What to do: What is needed is an exact copy of all the records, written out in full.

------------------------------------------------------------

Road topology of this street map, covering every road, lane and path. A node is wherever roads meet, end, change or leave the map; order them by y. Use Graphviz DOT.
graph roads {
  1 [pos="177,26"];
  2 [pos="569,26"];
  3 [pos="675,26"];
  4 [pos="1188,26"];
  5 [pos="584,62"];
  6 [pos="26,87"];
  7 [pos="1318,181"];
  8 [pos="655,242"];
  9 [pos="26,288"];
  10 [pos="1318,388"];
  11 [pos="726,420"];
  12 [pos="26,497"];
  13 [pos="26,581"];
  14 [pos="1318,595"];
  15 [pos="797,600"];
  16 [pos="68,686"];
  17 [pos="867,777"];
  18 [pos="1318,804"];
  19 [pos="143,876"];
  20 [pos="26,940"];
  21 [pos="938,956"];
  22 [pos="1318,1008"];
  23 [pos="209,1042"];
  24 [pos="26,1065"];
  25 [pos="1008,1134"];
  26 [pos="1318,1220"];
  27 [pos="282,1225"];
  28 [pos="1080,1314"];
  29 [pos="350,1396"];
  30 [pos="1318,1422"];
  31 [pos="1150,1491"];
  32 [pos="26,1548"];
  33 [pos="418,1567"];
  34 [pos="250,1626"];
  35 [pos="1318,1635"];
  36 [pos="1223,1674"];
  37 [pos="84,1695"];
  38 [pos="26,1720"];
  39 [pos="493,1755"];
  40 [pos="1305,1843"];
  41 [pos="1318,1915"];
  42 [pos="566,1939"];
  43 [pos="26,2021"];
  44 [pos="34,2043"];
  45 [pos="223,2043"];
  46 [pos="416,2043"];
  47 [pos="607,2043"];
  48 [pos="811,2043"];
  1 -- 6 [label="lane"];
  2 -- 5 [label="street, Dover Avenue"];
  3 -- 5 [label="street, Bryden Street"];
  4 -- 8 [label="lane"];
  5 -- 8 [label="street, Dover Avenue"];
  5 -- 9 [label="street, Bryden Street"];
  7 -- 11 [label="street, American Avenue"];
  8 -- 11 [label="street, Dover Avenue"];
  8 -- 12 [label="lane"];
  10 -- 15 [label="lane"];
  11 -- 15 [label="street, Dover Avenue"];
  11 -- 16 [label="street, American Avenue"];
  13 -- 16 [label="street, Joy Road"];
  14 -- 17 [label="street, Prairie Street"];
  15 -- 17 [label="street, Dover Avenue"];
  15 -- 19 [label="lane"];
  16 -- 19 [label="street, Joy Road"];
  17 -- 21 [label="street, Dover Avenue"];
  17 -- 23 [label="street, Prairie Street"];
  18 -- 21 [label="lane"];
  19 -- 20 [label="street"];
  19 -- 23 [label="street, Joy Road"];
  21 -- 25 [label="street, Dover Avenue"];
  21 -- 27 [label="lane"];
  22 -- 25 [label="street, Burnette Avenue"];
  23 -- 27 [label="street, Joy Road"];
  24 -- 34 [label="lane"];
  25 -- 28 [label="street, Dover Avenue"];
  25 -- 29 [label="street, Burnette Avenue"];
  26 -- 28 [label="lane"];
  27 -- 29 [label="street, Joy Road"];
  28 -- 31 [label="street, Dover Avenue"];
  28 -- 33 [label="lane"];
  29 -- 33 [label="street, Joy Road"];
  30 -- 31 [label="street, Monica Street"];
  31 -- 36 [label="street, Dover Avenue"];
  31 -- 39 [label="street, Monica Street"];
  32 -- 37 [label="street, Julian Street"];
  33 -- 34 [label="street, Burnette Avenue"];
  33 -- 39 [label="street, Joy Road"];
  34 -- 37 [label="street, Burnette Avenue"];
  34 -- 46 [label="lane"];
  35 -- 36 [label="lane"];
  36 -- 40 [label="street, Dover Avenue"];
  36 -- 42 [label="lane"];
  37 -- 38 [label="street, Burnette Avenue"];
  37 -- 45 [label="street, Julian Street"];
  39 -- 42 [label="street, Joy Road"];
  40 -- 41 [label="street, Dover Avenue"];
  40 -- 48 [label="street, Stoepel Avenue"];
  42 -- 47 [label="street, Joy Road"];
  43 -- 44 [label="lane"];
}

------------------------------------------------------------

Output for this task:
Road topology of this street map, covering every road, lane and path. A node is wherever roads meet, end, change or leave the map; order them by y. Use Graphviz DOT.
graph roads {
  1 [pos="177,26"];
  2 [pos="569,26"];
  3 [pos="675,26"];
  4 [pos="1188,26"];
  5 [pos="584,62"];
  6 [pos="26,87"];
  7 [pos="1318,181"];
  8 [pos="655,242"];
  9 [pos="26,288"];
  10 [pos="1318,388"];
  11 [pos="726,420"];
  12 [pos="26,497"];
  13 [pos="26,581"];
  14 [pos="1318,595"];
  15 [pos="797,600"];
  16 [pos="68,686"];
  17 [pos="867,777"];
  18 [pos="1318,804"];
  19 [pos="143,876"];
  20 [pos="26,940"];
  21 [pos="938,956"];
  22 [pos="1318,1008"];
  23 [pos="209,1042"];
  24 [pos="26,1065"];
  25 [pos="1008,1134"];
  26 [pos="1318,1220"];
  27 [pos="282,1225"];
  28 [pos="1080,1314"];
  29 [pos="350,1396"];
  30 [pos="1318,1422"];
  31 [pos="1150,1491"];
  32 [pos="26,1548"];
  33 [pos="418,1567"];
  34 [pos="250,1626"];
  35 [pos="1318,1635"];
  36 [pos="1223,1674"];
  37 [pos="84,1695"];
  38 [pos="26,1720"];
  39 [pos="493,1755"];
  40 [pos="1305,1843"];
  41 [pos="1318,1915"];
  42 [pos="566,1939"];
  43 [pos="26,2021"];
  44 [pos="34,2043"];
  45 [pos="223,2043"];
  46 [pos="416,2043"];
  47 [pos="607,2043"];
  48 [pos="811,2043"];
  1 -- 6 [label="lane"];
  2 -- 5 [label="street, Dover Avenue"];
  3 -- 5 [label="street, Bryden Street"];
  4 -- 8 [label="lane"];
  5 -- 8 [label="street, Dover Avenue"];
  5 -- 9 [label="street, Bryden Street"];
  7 -- 11 [label="street, American Avenue"];
  8 -- 11 [label="street, Dover Avenue"];
  8 -- 12 [label="lane"];
  10 -- 15 [label="lane"];
  11 -- 15 [label="street, Dover Avenue"];
  11 -- 16 [label="street, American Avenue"];
  13 -- 16 [label="street, Joy Road"];
  14 -- 17 [label="street, Prairie Street"];
  15 -- 17 [label="street, Dover Avenue"];
  15 -- 19 [label="lane"];
  16 -- 19 [label="street, Joy Road"];
  17 -- 21 [label="street, Dover Avenue"];
  17 -- 23 [label="street, Prairie Street"];
  18 -- 21 [label="lane"];
  19 -- 20 [label="street"];
  19 -- 23 [label="street, Joy Road"];
  21 -- 25 [label="street, Dover Avenue"];
  21 -- 27 [label="lane"];
  22 -- 25 [label="street, Burnette Avenue"];
  23 -- 27 [label="street, Joy Road"];
  24 -- 34 [label="lane"];
  25 -- 28 [label="street, Dover Avenue"];
  25 -- 29 [label="street, Burnette Avenue"];
  26 -- 28 [label="lane"];
  27 -- 29 [label="street, Joy Road"];
  28 -- 31 [label="street, Dover Avenue"];
  28 -- 33 [label="lane"];
  29 -- 33 [label="street, Joy Road"];
  30 -- 31 [label="street, Monica Street"];
  31 -- 36 [label="street, Dover Avenue"];
  31 -- 39 [label="street, Monica Street"];
  32 -- 37 [label="street, Julian Street"];
  33 -- 34 [label="street, Burnette Avenue"];
  33 -- 39 [label="street, Joy Road"];
  34 -- 37 [label="street, Burnette Avenue"];
  34 -- 46 [label="lane"];
  35 -- 36 [label="lane"];
  36 -- 40 [label="street, Dover Avenue"];
  36 -- 42 [label="lane"];
  37 -- 38 [label="street, Burnette Avenue"];
  37 -- 45 [label="street, Julian Street"];
  39 -- 42 [label="street, Joy Road"];
  40 -- 41 [label="street, Dover Avenue"];
  40 -- 48 [label="street, Stoepel Avenue"];
  42 -- 47 [label="street, Joy Road"];
  43 -- 44 [label="lane"];
}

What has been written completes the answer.